Repo transactions were initially affected by damage to trading infrastructure, as well as to firms’ absence or lack of full capacity. Consequently, many trades were either “special” (trading near zero percent instead of near the federal funds rate) or “fails” (where both parties were simply unable to complete the trade). As normal trading volumes began to resume and normal settlement rules were re-imposed, fails increased and market participants were increasingly reluctant to lend out securities, further threatening the market. Moreover, many investors actively purchased Treasuries to position their portfolios in safer havens. Weekly fails averaged $45 billion in the second quarter, but reached $400 billion in the week ended September 12, and $1.4 trillion in the week ended September 19. Fails tapered off afterwards, but continued to run at very high levels even after the end of the quarter. The shortage spilled over into the trading of Treasury spot yields, and thereby affected the quoted spreads in markets for swaps and agency and corporate paper. The lack of supply was particularly acute for 5- and 10-year Treasuries. Consequently, the Federal Reserve Bank of New York began pumping an average of $8.5 billion of these securities into the market (while it usually would do less than $1.5 billion), and the Treasury took the unprecedented step of holding an unscheduled auction of $6 billion 10-year Treasury notes on October 5.
While the mechanism through which a reduction in confidence could affect the macroeconomic situation is clear, an assessment of the size of this effect is more complex. Confidence, being a feeling rather than an action, is intrinsically difficult to quantify. In the major industrial countries confidence is measured through surveys that include questions both about the present and next few months, producing a headline figure and separate sub-indices, generally including one that measures future expectations. These surveys differ significantly from country to country in the nature of the questions and the method of compiling the results, but the relative impact of an event can be measured by comparing the change in the index to the “average,” defined by the standard deviation of the change in the particular series. The remainder of this section examines how confidence indicators responded to the terrorist attack in comparison to earlier unanticipated events and the predictive value of such confidence indicators for domestic output.
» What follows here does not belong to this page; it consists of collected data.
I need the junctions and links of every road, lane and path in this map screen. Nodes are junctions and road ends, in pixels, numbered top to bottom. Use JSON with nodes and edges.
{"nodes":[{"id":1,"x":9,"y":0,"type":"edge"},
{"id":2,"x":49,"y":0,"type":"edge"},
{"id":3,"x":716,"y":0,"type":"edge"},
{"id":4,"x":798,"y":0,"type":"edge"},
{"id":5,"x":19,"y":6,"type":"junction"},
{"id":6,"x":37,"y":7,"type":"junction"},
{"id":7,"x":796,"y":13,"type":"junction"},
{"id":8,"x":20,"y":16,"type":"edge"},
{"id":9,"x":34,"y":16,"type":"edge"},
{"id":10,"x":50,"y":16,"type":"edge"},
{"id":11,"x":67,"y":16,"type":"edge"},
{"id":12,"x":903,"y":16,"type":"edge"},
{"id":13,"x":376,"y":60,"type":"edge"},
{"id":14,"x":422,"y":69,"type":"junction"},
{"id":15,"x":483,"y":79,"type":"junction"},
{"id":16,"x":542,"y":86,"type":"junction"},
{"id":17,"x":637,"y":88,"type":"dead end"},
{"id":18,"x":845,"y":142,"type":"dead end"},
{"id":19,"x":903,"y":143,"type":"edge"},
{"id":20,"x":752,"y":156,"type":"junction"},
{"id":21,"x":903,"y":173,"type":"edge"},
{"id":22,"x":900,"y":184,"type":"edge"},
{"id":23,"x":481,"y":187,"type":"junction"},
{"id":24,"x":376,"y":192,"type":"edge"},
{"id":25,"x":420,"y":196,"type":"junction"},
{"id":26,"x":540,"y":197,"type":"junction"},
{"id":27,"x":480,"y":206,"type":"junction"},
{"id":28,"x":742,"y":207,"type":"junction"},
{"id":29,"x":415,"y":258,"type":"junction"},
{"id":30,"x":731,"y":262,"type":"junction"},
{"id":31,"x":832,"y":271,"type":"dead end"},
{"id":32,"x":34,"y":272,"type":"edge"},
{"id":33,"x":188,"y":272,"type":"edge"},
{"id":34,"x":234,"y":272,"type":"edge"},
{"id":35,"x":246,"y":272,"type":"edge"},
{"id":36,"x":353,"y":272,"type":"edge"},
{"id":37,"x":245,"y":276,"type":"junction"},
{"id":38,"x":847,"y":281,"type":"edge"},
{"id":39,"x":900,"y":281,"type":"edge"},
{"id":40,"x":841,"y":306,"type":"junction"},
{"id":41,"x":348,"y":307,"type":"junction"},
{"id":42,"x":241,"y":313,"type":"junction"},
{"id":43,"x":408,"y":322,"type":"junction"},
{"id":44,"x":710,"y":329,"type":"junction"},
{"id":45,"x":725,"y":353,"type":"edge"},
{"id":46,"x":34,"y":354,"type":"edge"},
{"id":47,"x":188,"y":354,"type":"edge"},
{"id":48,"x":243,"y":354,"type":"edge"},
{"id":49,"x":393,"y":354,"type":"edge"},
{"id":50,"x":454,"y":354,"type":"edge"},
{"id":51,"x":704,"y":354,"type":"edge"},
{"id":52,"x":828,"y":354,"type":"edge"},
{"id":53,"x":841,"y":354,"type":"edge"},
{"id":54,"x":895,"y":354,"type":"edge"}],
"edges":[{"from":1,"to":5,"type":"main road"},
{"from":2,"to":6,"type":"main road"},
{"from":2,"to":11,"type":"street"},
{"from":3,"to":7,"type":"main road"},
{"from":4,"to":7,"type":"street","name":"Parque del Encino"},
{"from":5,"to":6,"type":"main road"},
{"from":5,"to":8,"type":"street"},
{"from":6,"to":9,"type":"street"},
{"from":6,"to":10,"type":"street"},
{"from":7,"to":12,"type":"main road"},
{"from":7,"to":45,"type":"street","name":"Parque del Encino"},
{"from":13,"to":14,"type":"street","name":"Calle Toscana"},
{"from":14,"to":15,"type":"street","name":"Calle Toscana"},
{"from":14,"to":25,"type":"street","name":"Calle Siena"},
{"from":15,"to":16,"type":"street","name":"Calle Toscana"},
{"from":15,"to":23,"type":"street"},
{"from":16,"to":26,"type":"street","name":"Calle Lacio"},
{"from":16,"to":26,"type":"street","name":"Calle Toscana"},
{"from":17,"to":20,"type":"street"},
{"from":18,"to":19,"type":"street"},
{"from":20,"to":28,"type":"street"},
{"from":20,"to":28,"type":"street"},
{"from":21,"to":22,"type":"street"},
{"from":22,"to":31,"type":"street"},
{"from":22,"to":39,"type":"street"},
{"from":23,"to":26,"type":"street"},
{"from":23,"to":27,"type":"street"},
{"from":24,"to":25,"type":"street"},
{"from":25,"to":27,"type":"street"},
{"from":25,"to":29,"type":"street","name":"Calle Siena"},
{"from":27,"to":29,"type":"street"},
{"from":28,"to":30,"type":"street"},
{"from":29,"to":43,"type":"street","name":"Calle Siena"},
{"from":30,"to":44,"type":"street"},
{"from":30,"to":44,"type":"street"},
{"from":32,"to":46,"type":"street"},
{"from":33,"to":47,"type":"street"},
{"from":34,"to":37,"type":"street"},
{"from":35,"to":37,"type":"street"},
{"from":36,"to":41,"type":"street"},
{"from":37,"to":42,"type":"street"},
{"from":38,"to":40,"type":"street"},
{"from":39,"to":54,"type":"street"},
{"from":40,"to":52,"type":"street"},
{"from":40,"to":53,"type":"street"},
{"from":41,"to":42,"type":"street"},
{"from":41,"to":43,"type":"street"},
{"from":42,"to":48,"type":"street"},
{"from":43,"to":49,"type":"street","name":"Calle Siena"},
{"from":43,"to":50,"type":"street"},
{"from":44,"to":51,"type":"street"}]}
In this discussion, the United States is given somewhat more prominence than other countries, reflecting both the location of the terrorist attack, the size of the U.S. economy in the world, and the potential role of an acceleration in U.S. activity in assisting a global recovery.
Figure 2.2 shows the path of U.S. consumer and business confidence since 1985, with the timing of particularly important events marked.3 As might be expected, confidence is closely linked to the economic cycle, and was declining before September 11. It can also be significantly affected by noneconomic events. The dramatic fall in confidence after the September 11 attacks is clearly one of these events, with consumer and business confidence between August and October falling by between 2½ and 5 standard deviations—amongst the highest readings—in both cases. These falls are comparable to the impact of the Iraqi invasion of Kuwait (a similarly unpredicted political event that rapidly led to a military response during a period of slowing activity), and considerably larger than other less dramatic terrorist attacks (such as the bombings of the World Trade Center, the U.S. military barracks in Saudi Arabia, U.S. embassies in Africa, or the U.S.S. Cole). Turning to components of the series, the fall in the overall value is somewhat larger (in terms of standard deviations) than the fall in expectations, indicating that the impact may be expected to lessen somewhat over time.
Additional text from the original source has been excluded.